__Assignment__: Give the data again word for word; drop the pictures.

<<<<

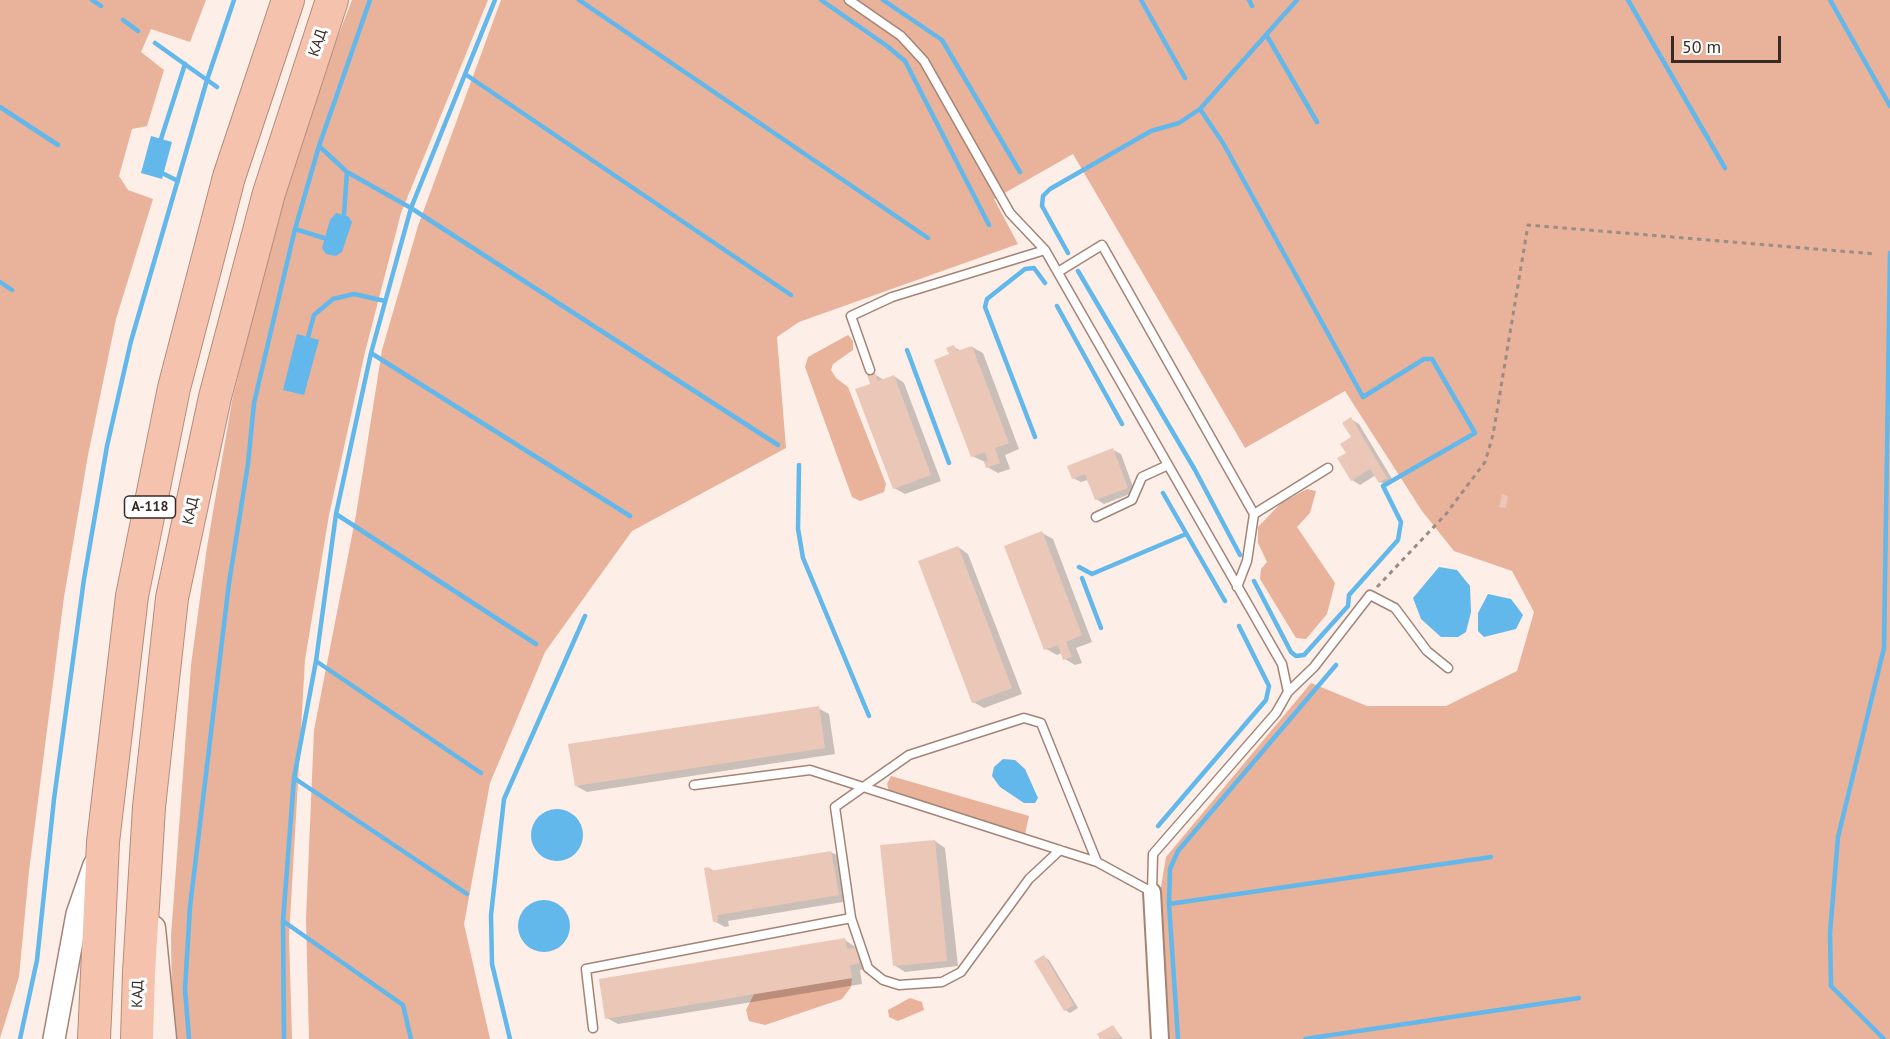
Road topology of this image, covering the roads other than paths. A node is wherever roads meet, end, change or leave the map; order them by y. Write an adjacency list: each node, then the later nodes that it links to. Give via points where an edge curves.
1 (288, 0): 16 (highway, А-118, via 229,177 174,388 132,596)
2 (332, 0): 18 (highway, КАД / А-118, via 269,193 215,397 172,598)
3 (849, 0): 4 (lane, via 901,36 924,61 1010,213)
4 (1045, 250): 5 (lane); 6 (lane, via 892,297 851,315)
5 (1058, 272): 7 (lane); 9 (lane, via 1102,245)
6 (870, 370)
7 (1168, 465): 10 (lane, via 1142,477 1132,500); 11 (lane)
8 (1328, 468): 9 (lane)
9 (1254, 514): 11 (lane, via 1247,561)
10 (1096, 517)
11 (1238, 587): 13 (lane, via 1282,664)
12 (1448, 668): 13 (lane, via 1427,651 1395,608 1370,595 1314,667)
13 (1288, 692): 20 (lane, via 1276,713 1154,854)
14 (694, 785): 15 (lane, via 810,770)
15 (863, 787): 17 (lane); 19 (lane, via 909,755 1024,718 1041,723); 21 (lane, via 835,807)
16 (103, 842): 23 (street, via 77,915); 24 (highway, А-118)
17 (1060, 850): 19 (lane); 21 (lane, via 1029,879 961,972 942,982 899,985 883,980 868,968)
18 (146, 855): 25 (highway, КАД / А-118); 26 (main road)
19 (1097, 862): 20 (lane)
20 (1152, 892): 27 (street)
21 (851, 918): 22 (lane, via 586,969)
22 (593, 1028)
23 (54, 1039)
24 (94, 1039)
25 (137, 1039)
26 (164, 1039)
27 (1160, 1039)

>>>>

__Exercise answer__:
Road topology of this image, covering the roads other than paths. A node is wherever roads meet, end, change or leave the map; order them by y. Write an adjacency list: each node, then the later nodes that it links to. Give via points where an edge curves.
1 (288, 0): 16 (highway, А-118, via 229,177 174,388 132,596)
2 (332, 0): 18 (highway, КАД / А-118, via 269,193 215,397 172,598)
3 (849, 0): 4 (lane, via 901,36 924,61 1010,213)
4 (1045, 250): 5 (lane); 6 (lane, via 892,297 851,315)
5 (1058, 272): 7 (lane); 9 (lane, via 1102,245)
6 (870, 370)
7 (1168, 465): 10 (lane, via 1142,477 1132,500); 11 (lane)
8 (1328, 468): 9 (lane)
9 (1254, 514): 11 (lane, via 1247,561)
10 (1096, 517)
11 (1238, 587): 13 (lane, via 1282,664)
12 (1448, 668): 13 (lane, via 1427,651 1395,608 1370,595 1314,667)
13 (1288, 692): 20 (lane, via 1276,713 1154,854)
14 (694, 785): 15 (lane, via 810,770)
15 (863, 787): 17 (lane); 19 (lane, via 909,755 1024,718 1041,723); 21 (lane, via 835,807)
16 (103, 842): 23 (street, via 77,915); 24 (highway, А-118)
17 (1060, 850): 19 (lane); 21 (lane, via 1029,879 961,972 942,982 899,985 883,980 868,968)
18 (146, 855): 25 (highway, КАД / А-118); 26 (main road)
19 (1097, 862): 20 (lane)
20 (1152, 892): 27 (street)
21 (851, 918): 22 (lane, via 586,969)
22 (593, 1028)
23 (54, 1039)
24 (94, 1039)
25 (137, 1039)
26 (164, 1039)
27 (1160, 1039)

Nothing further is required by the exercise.